(DATA FOR THIS TASK)

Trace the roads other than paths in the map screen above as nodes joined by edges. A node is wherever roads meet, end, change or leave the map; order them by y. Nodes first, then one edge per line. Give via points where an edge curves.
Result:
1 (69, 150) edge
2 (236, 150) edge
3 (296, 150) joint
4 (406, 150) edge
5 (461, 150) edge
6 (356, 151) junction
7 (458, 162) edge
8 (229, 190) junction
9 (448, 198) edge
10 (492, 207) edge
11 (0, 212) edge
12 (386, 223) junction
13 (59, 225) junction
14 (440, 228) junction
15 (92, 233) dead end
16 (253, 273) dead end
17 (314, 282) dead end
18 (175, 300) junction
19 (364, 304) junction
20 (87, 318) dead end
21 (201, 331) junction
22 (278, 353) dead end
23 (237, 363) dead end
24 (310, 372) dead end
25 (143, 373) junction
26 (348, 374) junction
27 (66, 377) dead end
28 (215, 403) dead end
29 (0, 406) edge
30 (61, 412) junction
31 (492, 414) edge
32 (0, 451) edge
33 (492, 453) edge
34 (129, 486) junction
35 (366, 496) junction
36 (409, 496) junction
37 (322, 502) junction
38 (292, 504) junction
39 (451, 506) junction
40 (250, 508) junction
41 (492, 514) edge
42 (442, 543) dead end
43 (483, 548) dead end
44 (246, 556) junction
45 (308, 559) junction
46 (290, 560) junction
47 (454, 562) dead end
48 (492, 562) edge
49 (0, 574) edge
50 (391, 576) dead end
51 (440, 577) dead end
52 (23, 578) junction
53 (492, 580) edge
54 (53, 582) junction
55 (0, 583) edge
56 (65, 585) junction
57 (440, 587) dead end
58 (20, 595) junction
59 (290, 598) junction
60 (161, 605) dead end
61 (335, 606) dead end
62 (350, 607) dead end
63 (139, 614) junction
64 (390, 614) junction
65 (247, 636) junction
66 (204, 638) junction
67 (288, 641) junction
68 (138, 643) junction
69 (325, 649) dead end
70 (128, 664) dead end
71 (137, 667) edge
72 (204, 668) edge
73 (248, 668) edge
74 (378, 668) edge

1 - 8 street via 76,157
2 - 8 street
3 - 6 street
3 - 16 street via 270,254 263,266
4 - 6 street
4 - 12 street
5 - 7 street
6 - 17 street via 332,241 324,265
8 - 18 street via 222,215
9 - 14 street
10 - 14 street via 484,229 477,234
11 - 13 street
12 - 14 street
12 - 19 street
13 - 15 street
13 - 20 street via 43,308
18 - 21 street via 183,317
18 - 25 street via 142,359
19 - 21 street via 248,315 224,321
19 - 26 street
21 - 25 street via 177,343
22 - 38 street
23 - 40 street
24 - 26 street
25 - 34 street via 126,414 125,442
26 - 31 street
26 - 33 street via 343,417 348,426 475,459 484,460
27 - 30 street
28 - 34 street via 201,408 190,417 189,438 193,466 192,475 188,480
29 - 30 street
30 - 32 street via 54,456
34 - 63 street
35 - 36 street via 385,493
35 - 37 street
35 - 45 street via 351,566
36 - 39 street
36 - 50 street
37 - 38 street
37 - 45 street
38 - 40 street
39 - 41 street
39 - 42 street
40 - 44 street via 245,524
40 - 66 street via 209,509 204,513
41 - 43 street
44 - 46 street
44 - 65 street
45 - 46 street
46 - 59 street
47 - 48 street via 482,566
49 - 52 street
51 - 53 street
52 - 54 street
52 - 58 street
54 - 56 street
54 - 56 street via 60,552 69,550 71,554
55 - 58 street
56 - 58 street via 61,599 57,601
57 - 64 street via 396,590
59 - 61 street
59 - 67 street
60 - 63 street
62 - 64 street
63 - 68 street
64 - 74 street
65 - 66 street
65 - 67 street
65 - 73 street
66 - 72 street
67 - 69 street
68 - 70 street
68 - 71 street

(End DATA FOR THIS TASK)

> TASK STATEMENT
Print all of the entries exactly as they are written.

> SOLUTION TO THIS EXERCISE
Trace the roads other than paths in the map screen above as nodes joined by edges. A node is wherever roads meet, end, change or leave the map; order them by y. Nodes first, then one edge per line. Give via points where an edge curves.
Result:
1 (69, 150) edge
2 (236, 150) edge
3 (296, 150) joint
4 (406, 150) edge
5 (461, 150) edge
6 (356, 151) junction
7 (458, 162) edge
8 (229, 190) junction
9 (448, 198) edge
10 (492, 207) edge
11 (0, 212) edge
12 (386, 223) junction
13 (59, 225) junction
14 (440, 228) junction
15 (92, 233) dead end
16 (253, 273) dead end
17 (314, 282) dead end
18 (175, 300) junction
19 (364, 304) junction
20 (87, 318) dead end
21 (201, 331) junction
22 (278, 353) dead end
23 (237, 363) dead end
24 (310, 372) dead end
25 (143, 373) junction
26 (348, 374) junction
27 (66, 377) dead end
28 (215, 403) dead end
29 (0, 406) edge
30 (61, 412) junction
31 (492, 414) edge
32 (0, 451) edge
33 (492, 453) edge
34 (129, 486) junction
35 (366, 496) junction
36 (409, 496) junction
37 (322, 502) junction
38 (292, 504) junction
39 (451, 506) junction
40 (250, 508) junction
41 (492, 514) edge
42 (442, 543) dead end
43 (483, 548) dead end
44 (246, 556) junction
45 (308, 559) junction
46 (290, 560) junction
47 (454, 562) dead end
48 (492, 562) edge
49 (0, 574) edge
50 (391, 576) dead end
51 (440, 577) dead end
52 (23, 578) junction
53 (492, 580) edge
54 (53, 582) junction
55 (0, 583) edge
56 (65, 585) junction
57 (440, 587) dead end
58 (20, 595) junction
59 (290, 598) junction
60 (161, 605) dead end
61 (335, 606) dead end
62 (350, 607) dead end
63 (139, 614) junction
64 (390, 614) junction
65 (247, 636) junction
66 (204, 638) junction
67 (288, 641) junction
68 (138, 643) junction
69 (325, 649) dead end
70 (128, 664) dead end
71 (137, 667) edge
72 (204, 668) edge
73 (248, 668) edge
74 (378, 668) edge

1 - 8 street via 76,157
2 - 8 street
3 - 6 street
3 - 16 street via 270,254 263,266
4 - 6 street
4 - 12 street
5 - 7 street
6 - 17 street via 332,241 324,265
8 - 18 street via 222,215
9 - 14 street
10 - 14 street via 484,229 477,234
11 - 13 street
12 - 14 street
12 - 19 street
13 - 15 street
13 - 20 street via 43,308
18 - 21 street via 183,317
18 - 25 street via 142,359
19 - 21 street via 248,315 224,321
19 - 26 street
21 - 25 street via 177,343
22 - 38 street
23 - 40 street
24 - 26 street
25 - 34 street via 126,414 125,442
26 - 31 street
26 - 33 street via 343,417 348,426 475,459 484,460
27 - 30 street
28 - 34 street via 201,408 190,417 189,438 193,466 192,475 188,480
29 - 30 street
30 - 32 street via 54,456
34 - 63 street
35 - 36 street via 385,493
35 - 37 street
35 - 45 street via 351,566
36 - 39 street
36 - 50 street
37 - 38 street
37 - 45 street
38 - 40 street
39 - 41 street
39 - 42 street
40 - 44 street via 245,524
40 - 66 street via 209,509 204,513
41 - 43 street
44 - 46 street
44 - 65 street
45 - 46 street
46 - 59 street
47 - 48 street via 482,566
49 - 52 street
51 - 53 street
52 - 54 street
52 - 58 street
54 - 56 street
54 - 56 street via 60,552 69,550 71,554
55 - 58 street
56 - 58 street via 61,599 57,601
57 - 64 street via 396,590
59 - 61 street
59 - 67 street
60 - 63 street
62 - 64 street
63 - 68 street
64 - 74 street
65 - 66 street
65 - 67 street
65 - 73 street
66 - 72 street
67 - 69 street
68 - 70 street
68 - 71 street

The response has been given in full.